The California Eagles were a professional indoor football team based in Stockton, California. The team was a member of the Western Conference of American Indoor Football (AIF) during the 2012 season. The Eagles played their home games at the Stockton Arena.  They are the third indoor team to play at Stockton Arena since the Stockton Lightning of af2 (2006-2009) and the Stockton Wolves (who were independent) (2011) and was preceded by the San Jose SaberCats of the Arena Football League in 2015 for that league's National Conference Championship game and Arena Bowl XXVIII.

History
The Eagles became an expansion member of the re-branded American Indoor Football for the 2012 season.
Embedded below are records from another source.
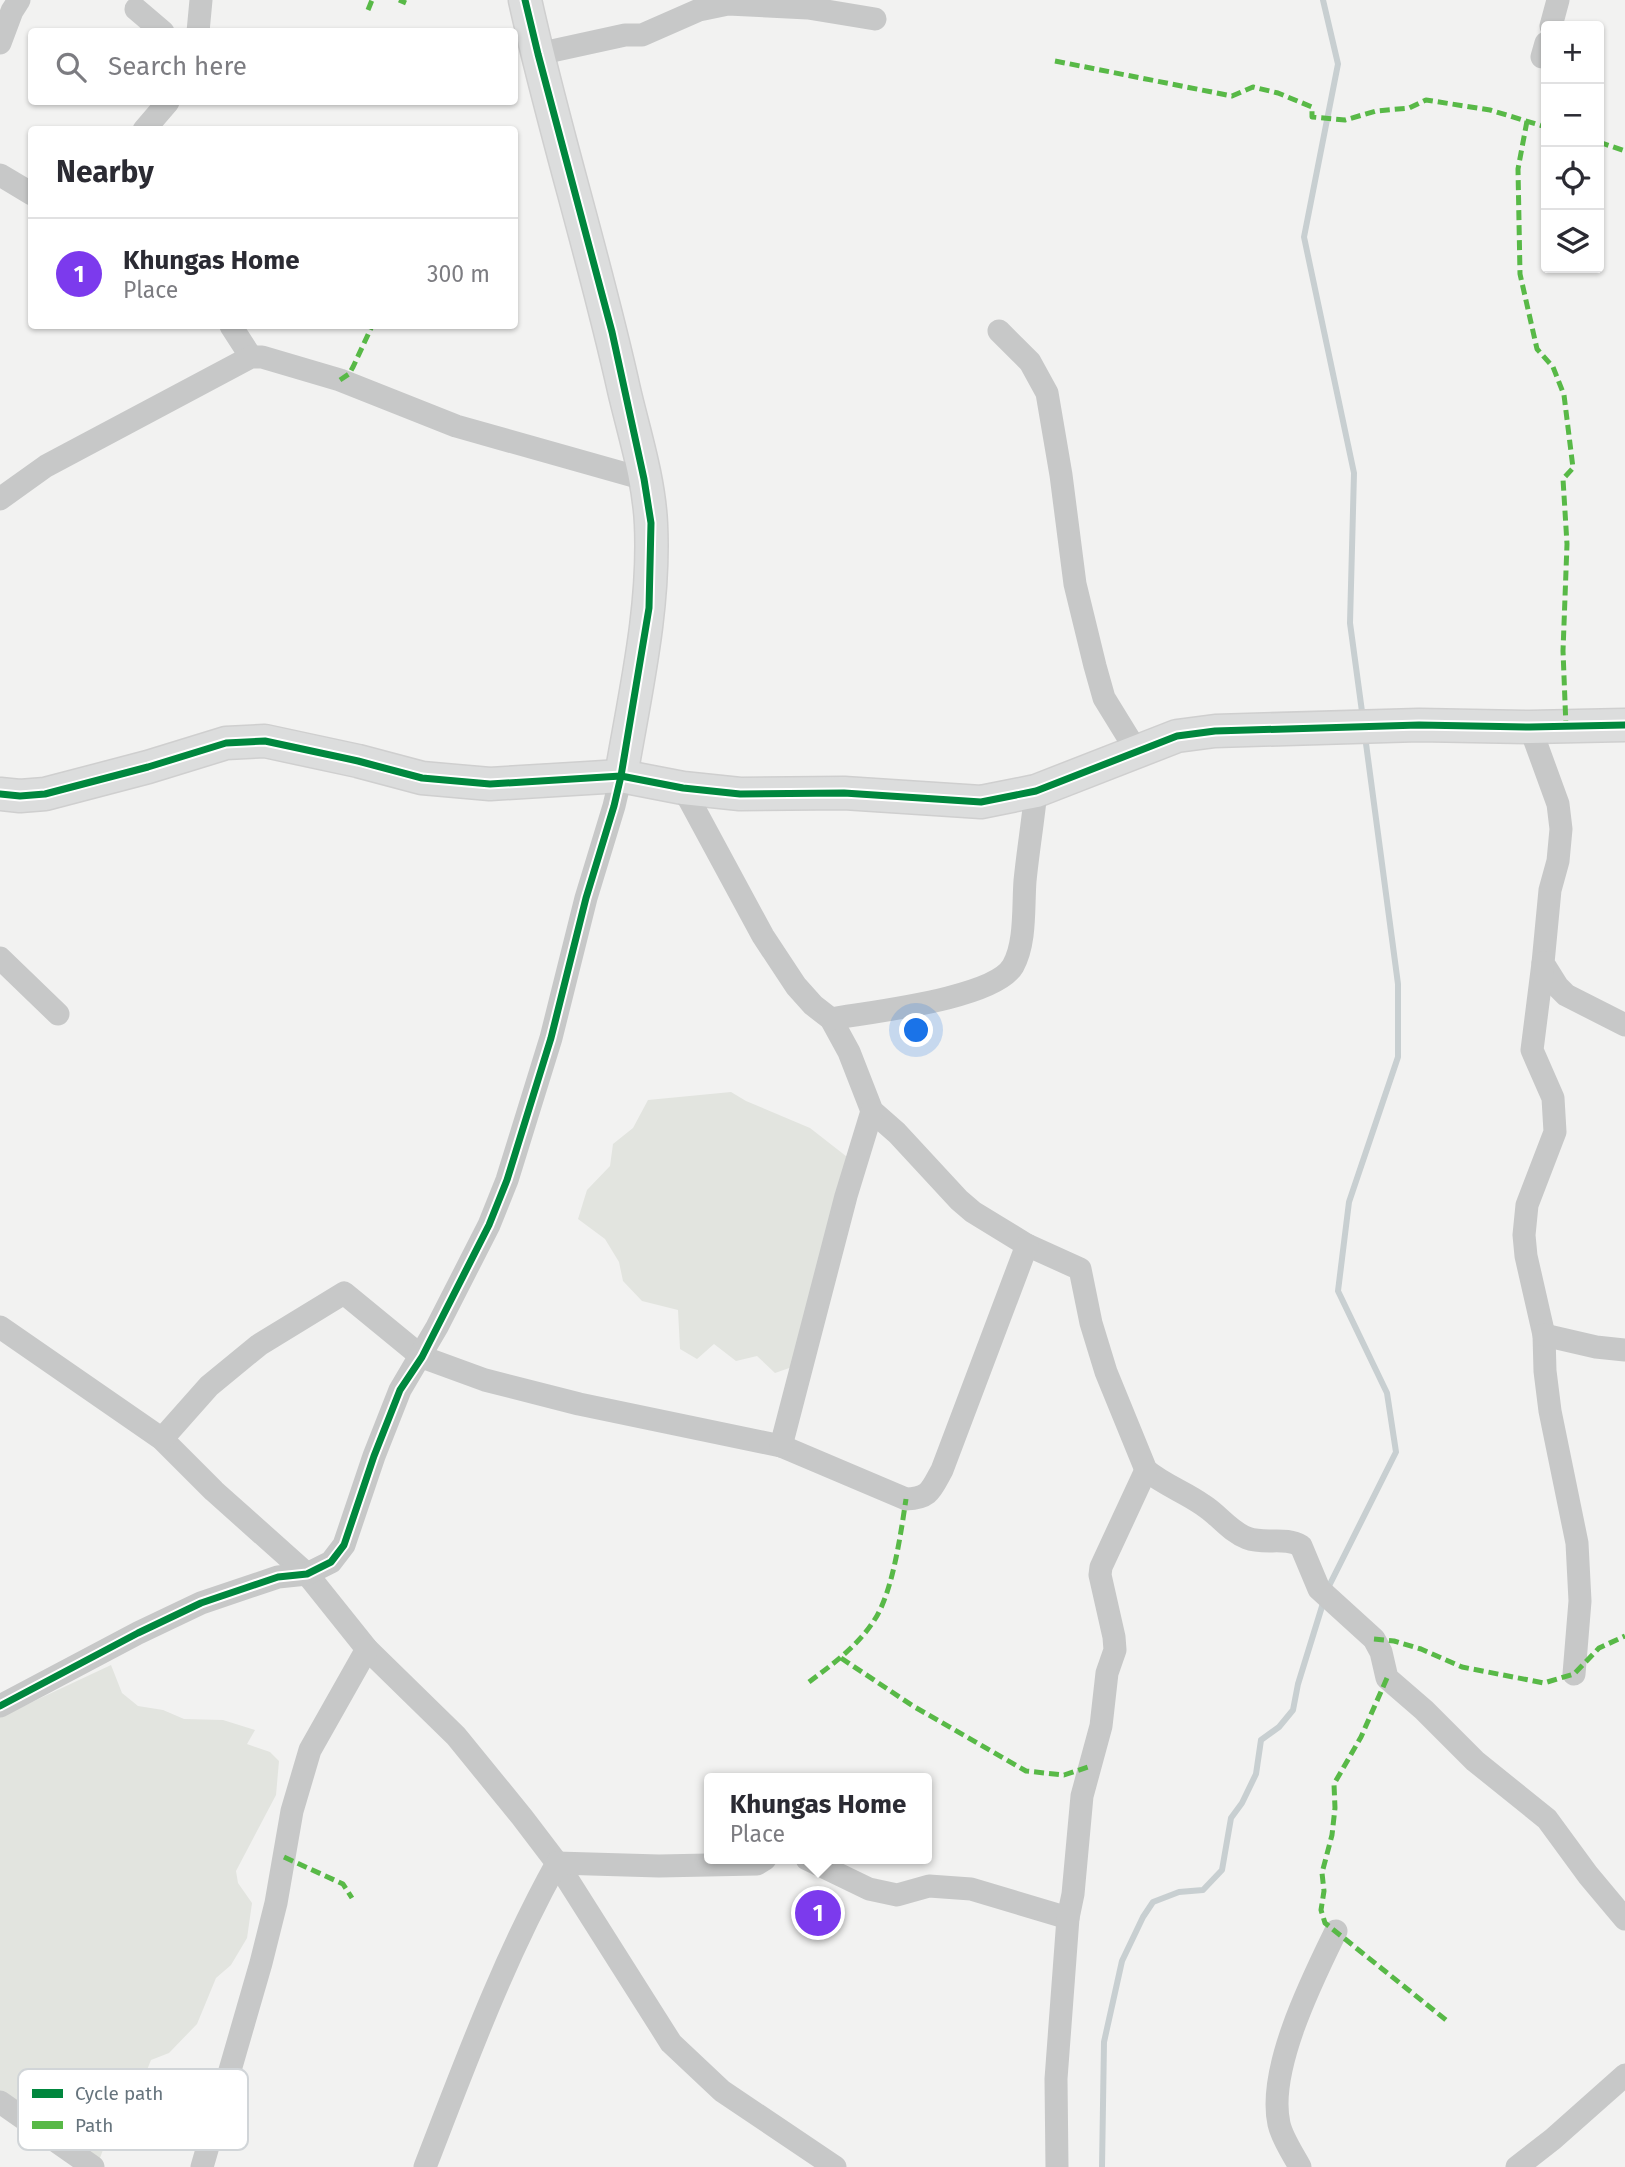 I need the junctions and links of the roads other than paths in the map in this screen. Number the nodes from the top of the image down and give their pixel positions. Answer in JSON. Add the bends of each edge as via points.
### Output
{"nodes":[{"id":1,"x":19,"y":0,"type":"edge"},
{"id":2,"x":201,"y":0,"type":"edge"},
{"id":3,"x":526,"y":0,"type":"edge"},
{"id":4,"x":1558,"y":0,"type":"edge"},
{"id":5,"x":136,"y":9,"type":"dead end"},
{"id":6,"x":875,"y":19,"type":"dead end"},
{"id":7,"x":1552,"y":21,"type":"edge"},
{"id":8,"x":158,"y":28,"type":"edge"},
{"id":9,"x":198,"y":28,"type":"edge"},
{"id":10,"x":0,"y":43,"type":"edge"},
{"id":11,"x":537,"y":54,"type":"junction"},
{"id":12,"x":165,"y":105,"type":"edge"},
{"id":13,"x":147,"y":126,"type":"edge"},
{"id":14,"x":0,"y":175,"type":"edge"},
{"id":15,"x":28,"y":192,"type":"edge"},
{"id":16,"x":233,"y":329,"type":"edge"},
{"id":17,"x":999,"y":331,"type":"dead end"},
{"id":18,"x":251,"y":357,"type":"junction"},
{"id":19,"x":644,"y":478,"type":"junction"},
{"id":20,"x":0,"y":499,"type":"edge"},
{"id":21,"x":1625,"y":725,"type":"edge"},
{"id":22,"x":1530,"y":727,"type":"junction"},
{"id":23,"x":1136,"y":750,"type":"junction"},
{"id":24,"x":621,"y":776,"type":"junction"},
{"id":25,"x":683,"y":788,"type":"junction"},
{"id":26,"x":1037,"y":791,"type":"junction"},
{"id":27,"x":7,"y":798,"type":"edge"},
{"id":28,"x":0,"y":958,"type":"edge"},
{"id":29,"x":1543,"y":963,"type":"junction"},
{"id":30,"x":58,"y":1014,"type":"dead end"},
{"id":31,"x":831,"y":1019,"type":"junction"},
{"id":32,"x":1625,"y":1025,"type":"edge"},
{"id":33,"x":872,"y":1111,"type":"junction"},
{"id":34,"x":1027,"y":1245,"type":"junction"},
{"id":35,"x":0,"y":1327,"type":"edge"},
{"id":36,"x":1544,"y":1335,"type":"junction"},
{"id":37,"x":1625,"y":1350,"type":"edge"},
{"id":38,"x":422,"y":1357,"type":"junction"},
{"id":39,"x":162,"y":1439,"type":"junction"},
{"id":40,"x":781,"y":1446,"type":"junction"},
{"id":41,"x":1146,"y":1470,"type":"junction"},
{"id":42,"x":307,"y":1574,"type":"junction"},
{"id":43,"x":367,"y":1649,"type":"junction"},
{"id":44,"x":1574,"y":1674,"type":"dead end"},
{"id":45,"x":0,"y":1706,"type":"edge"},
{"id":46,"x":557,"y":1863,"type":"junction"},
{"id":47,"x":757,"y":1864,"type":"edge"},
{"id":48,"x":817,"y":1864,"type":"edge"},
{"id":49,"x":1068,"y":1918,"type":"junction"},
{"id":50,"x":1625,"y":1919,"type":"edge"},
{"id":51,"x":1336,"y":1931,"type":"dead end"},
{"id":52,"x":230,"y":2069,"type":"edge"},
{"id":53,"x":1625,"y":2075,"type":"edge"},
{"id":54,"x":0,"y":2102,"type":"edge"},
{"id":55,"x":18,"y":2115,"type":"edge"},
{"id":56,"x":69,"y":2150,"type":"edge"},
{"id":57,"x":207,"y":2150,"type":"edge"},
{"id":58,"x":93,"y":2167,"type":"edge"},
{"id":59,"x":202,"y":2167,"type":"edge"},
{"id":60,"x":425,"y":2167,"type":"edge"},
{"id":61,"x":835,"y":2167,"type":"edge"},
{"id":62,"x":1057,"y":2167,"type":"edge"},
{"id":63,"x":1300,"y":2167,"type":"edge"},
{"id":64,"x":1517,"y":2167,"type":"edge"}],
"edges":[{"from":1,"to":10,"type":"street"},
{"from":2,"to":9,"type":"street"},
{"from":3,"to":11,"type":"street"},
{"from":4,"to":7,"type":"street"},
{"from":5,"to":8,"type":"street"},
{"from":6,"to":11,"type":"street","via":[[808,8],[727,4],[699,10],[642,35],[599,39]]},
{"from":11,"to":19,"type":"street","via":[[612,332]]},
{"from":12,"to":13,"type":"street"},
{"from":14,"to":15,"type":"street"},
{"from":16,"to":18,"type":"street"},
{"from":17,"to":23,"type":"street","via":[[1030,362],[1047,393],[1075,584],[1095,666],[1104,698]]},
{"from":18,"to":19,"type":"street","via":[[340,380],[456,426]]},
{"from":18,"to":20,"type":"street","via":[[46,466]]},
{"from":19,"to":24,"type":"street","via":[[651,523],[649,608]]},
{"from":21,"to":22,"type":"street"},
{"from":22,"to":23,"type":"street","via":[[1419,724],[1228,730],[1177,736]]},
{"from":22,"to":29,"type":"street","via":[[1558,804],[1561,829]]},
{"from":23,"to":26,"type":"street"},
{"from":24,"to":25,"type":"street"},
{"from":24,"to":27,"type":"street","via":[[490,783],[422,778],[299,747],[248,741],[226,743],[45,793]]},
{"from":24,"to":38,"type":"street","via":[[551,1038],[507,1180]]},
{"from":25,"to":26,"type":"street","via":[[981,802]]},
{"from":25,"to":31,"type":"street","via":[[763,936],[796,986]]},
{"from":26,"to":31,"type":"street","via":[[1022,935],[1013,967],[995,982],[956,997]]},
{"from":28,"to":30,"type":"street"},
{"from":29,"to":32,"type":"street","via":[[1566,995]]},
{"from":29,"to":36,"type":"street","via":[[1532,1050],[1553,1098],[1555,1132],[1527,1205],[1524,1235]]},
{"from":31,"to":33,"type":"street"},
{"from":33,"to":34,"type":"street","via":[[958,1200]]},
{"from":33,"to":40,"type":"street"},
{"from":34,"to":40,"type":"street","via":[[956,1435],[927,1495],[905,1499]]},
{"from":34,"to":41,"type":"street","via":[[1080,1269],[1107,1373]]},
{"from":35,"to":39,"type":"street"},
{"from":36,"to":37,"type":"street"},
{"from":36,"to":44,"type":"street","via":[[1550,1411],[1577,1543],[1580,1601]]},
{"from":38,"to":39,"type":"street","via":[[344,1293],[259,1345],[209,1385]]},
{"from":38,"to":40,"type":"street","via":[[485,1380],[579,1404]]},
{"from":38,"to":42,"type":"street","via":[[396,1401],[344,1545],[331,1562]]},
{"from":39,"to":42,"type":"street"},
{"from":41,"to":49,"type":"street","via":[[1101,1567],[1115,1650],[1082,1796]]},
{"from":41,"to":50,"type":"street","via":[[1204,1505],[1244,1537],[1301,1546],[1326,1595],[1374,1639],[1387,1678],[1475,1761],[1547,1819]]},
{"from":42,"to":43,"type":"street"},
{"from":42,"to":45,"type":"street","via":[[278,1577],[201,1602]]},
{"from":43,"to":46,"type":"street","via":[[456,1736]]},
{"from":43,"to":52,"type":"street","via":[[310,1750],[292,1811],[276,1903]]},
{"from":46,"to":47,"type":"street"},
{"from":46,"to":60,"type":"street","via":[[493,1994]]},
{"from":46,"to":61,"type":"street","via":[[671,2043],[722,2091]]},
{"from":48,"to":49,"type":"street","via":[[869,1889],[897,1895],[929,1886],[971,1889]]},
{"from":49,"to":62,"type":"street","via":[[1056,2079]]},
{"from":51,"to":63,"type":"street","via":[[1307,1990],[1280,2067],[1279,2126]]},
{"from":53,"to":64,"type":"street"},
{"from":54,"to":55,"type":"street"},
{"from":56,"to":58,"type":"street"},
{"from":57,"to":59,"type":"street"}]}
The Eagles were brought in by owner Dan Whited. The Eagles began the season 3–2, when the team suspended operations due to Whited failing to meet financial obligations. However, the Western Conference champion, Ontario Warriors, were suspended by the AIF, and the Eagles were thrown into the AIF Championship Game to play the Eastern Conference champions, the Cape Fear Heroes. The Eagles were defeated by the Heroes, 79–27.

Statistics and records

Season-by-season results
Note: The Finish, Wins, Losses, and Ties columns list regular season results and exclude any postseason play.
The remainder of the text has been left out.